**EXERCISE GOAL:** Go through the records below and copy out every line that contains the word "thumb".

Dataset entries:
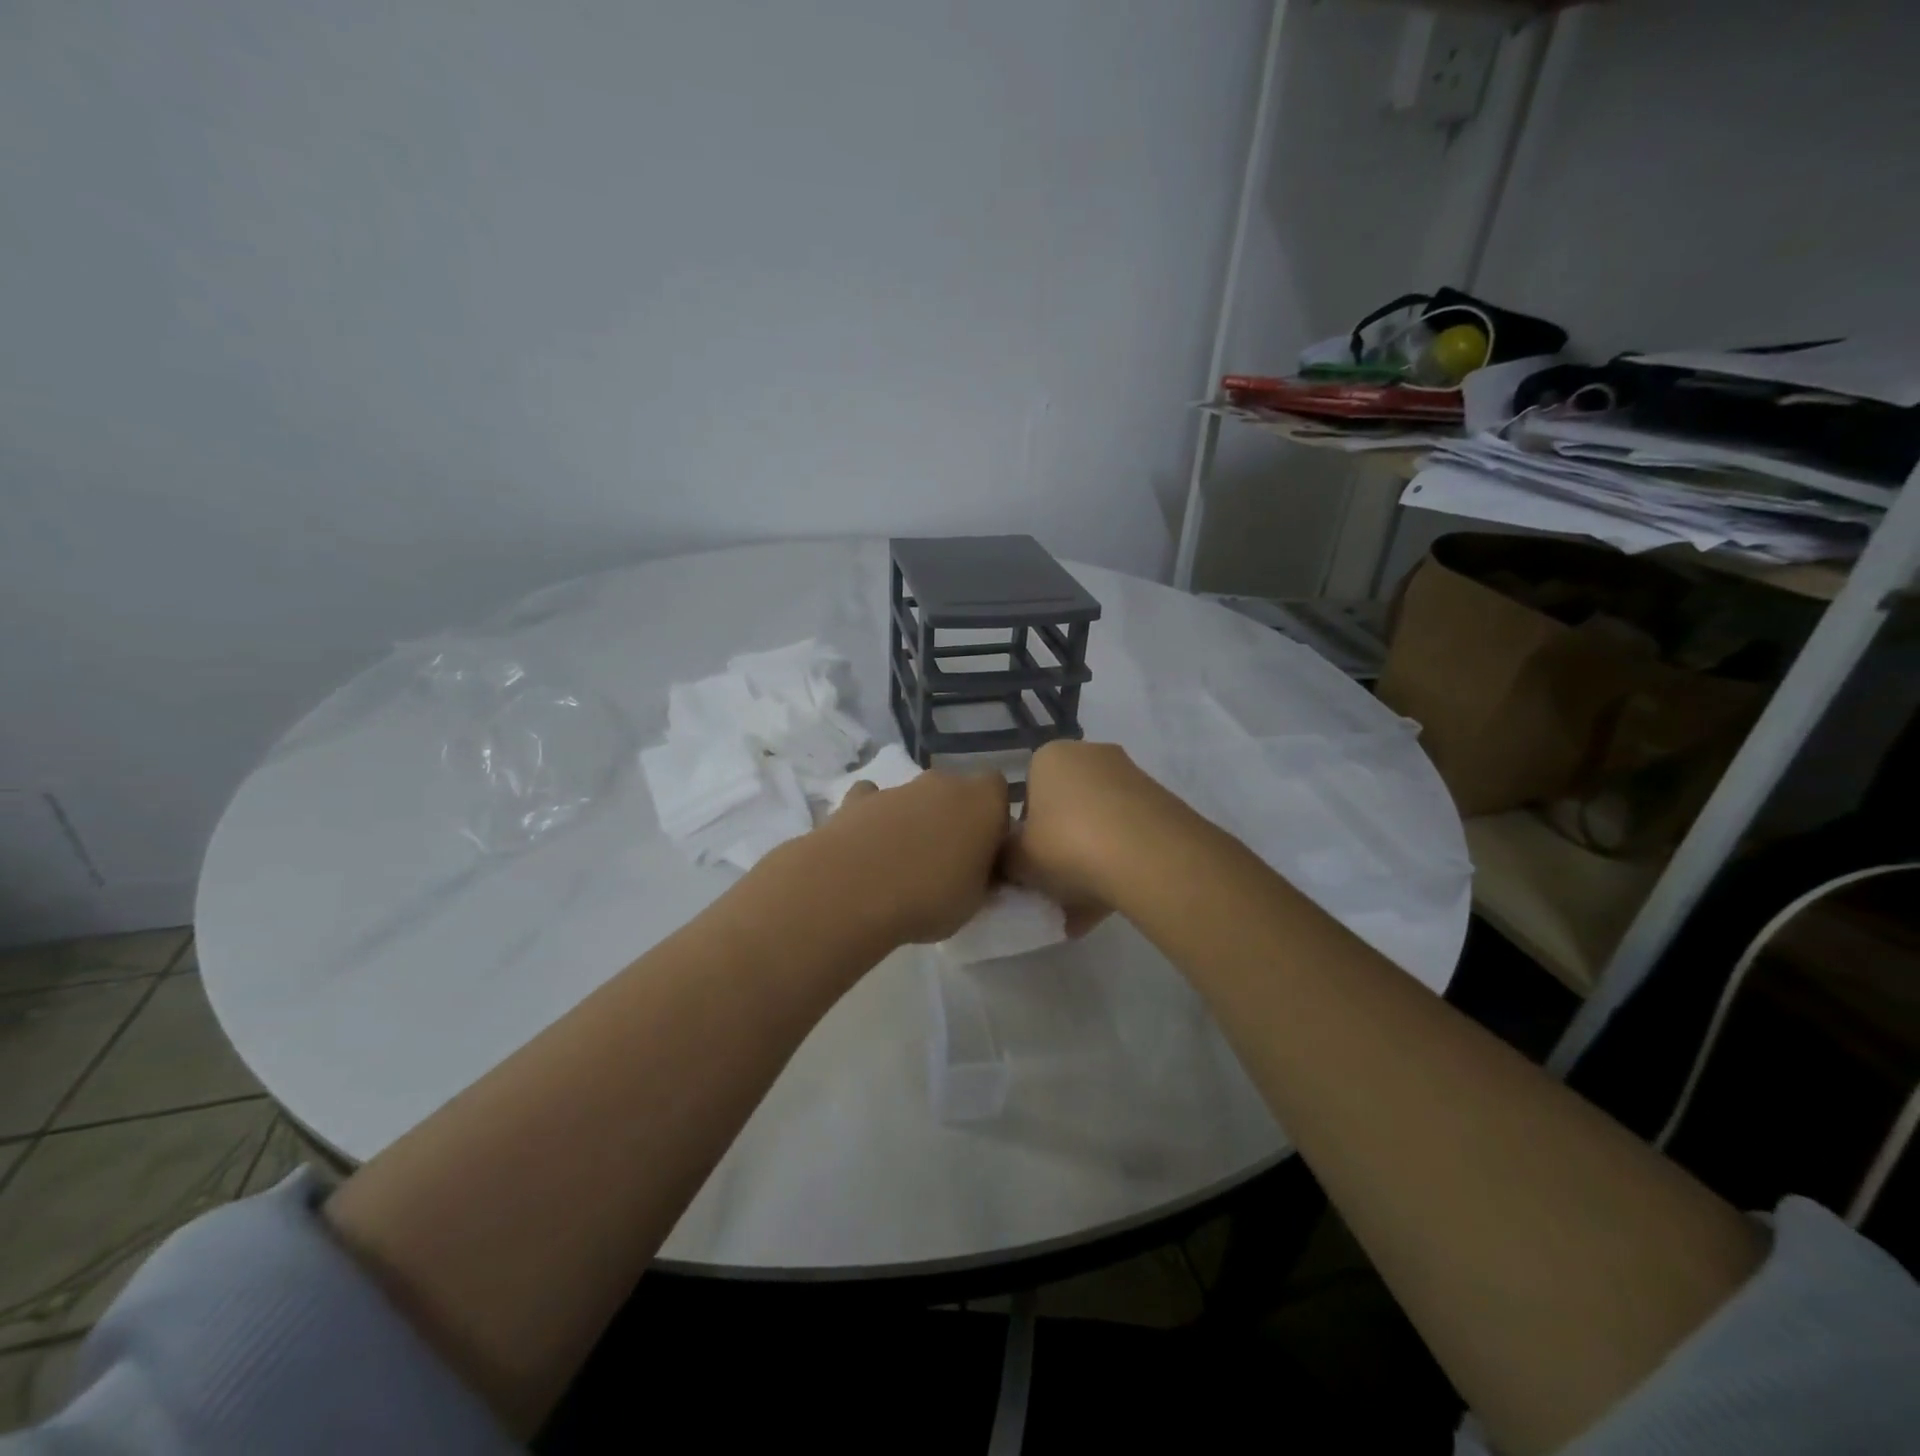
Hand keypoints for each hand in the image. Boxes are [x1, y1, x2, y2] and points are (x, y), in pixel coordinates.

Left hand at [807, 770, 1010, 945]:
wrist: (854, 889)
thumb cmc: (930, 897)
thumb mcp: (975, 902)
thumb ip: (982, 877)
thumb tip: (979, 870)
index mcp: (982, 801)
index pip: (998, 790)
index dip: (993, 817)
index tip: (985, 849)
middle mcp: (942, 784)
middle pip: (954, 791)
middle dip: (951, 817)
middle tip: (944, 859)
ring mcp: (898, 788)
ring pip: (914, 798)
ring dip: (913, 820)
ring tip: (899, 864)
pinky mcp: (857, 798)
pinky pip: (872, 801)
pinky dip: (872, 818)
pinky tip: (865, 848)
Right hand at [1001, 740, 1186, 936]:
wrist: (1149, 856)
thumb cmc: (1067, 845)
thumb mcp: (1017, 860)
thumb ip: (1004, 858)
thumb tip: (1008, 862)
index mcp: (1050, 757)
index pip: (1028, 793)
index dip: (1025, 833)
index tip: (1029, 864)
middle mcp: (1091, 755)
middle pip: (1067, 808)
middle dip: (1060, 848)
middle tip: (1054, 887)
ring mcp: (1131, 777)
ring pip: (1099, 826)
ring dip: (1090, 863)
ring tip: (1082, 911)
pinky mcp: (1162, 804)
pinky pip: (1128, 838)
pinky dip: (1118, 866)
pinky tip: (1110, 904)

**SOLUTION TO THIS TASK:**
thumb cmc: (930, 897)
thumb mcp: (975, 902)
thumb ip: (982, 877)
thumb tip: (979, 870)
thumb cmc: (1067, 845)
thumb mcp: (1017, 860)
thumb ip: (1004, 858)
thumb tip: (1008, 862)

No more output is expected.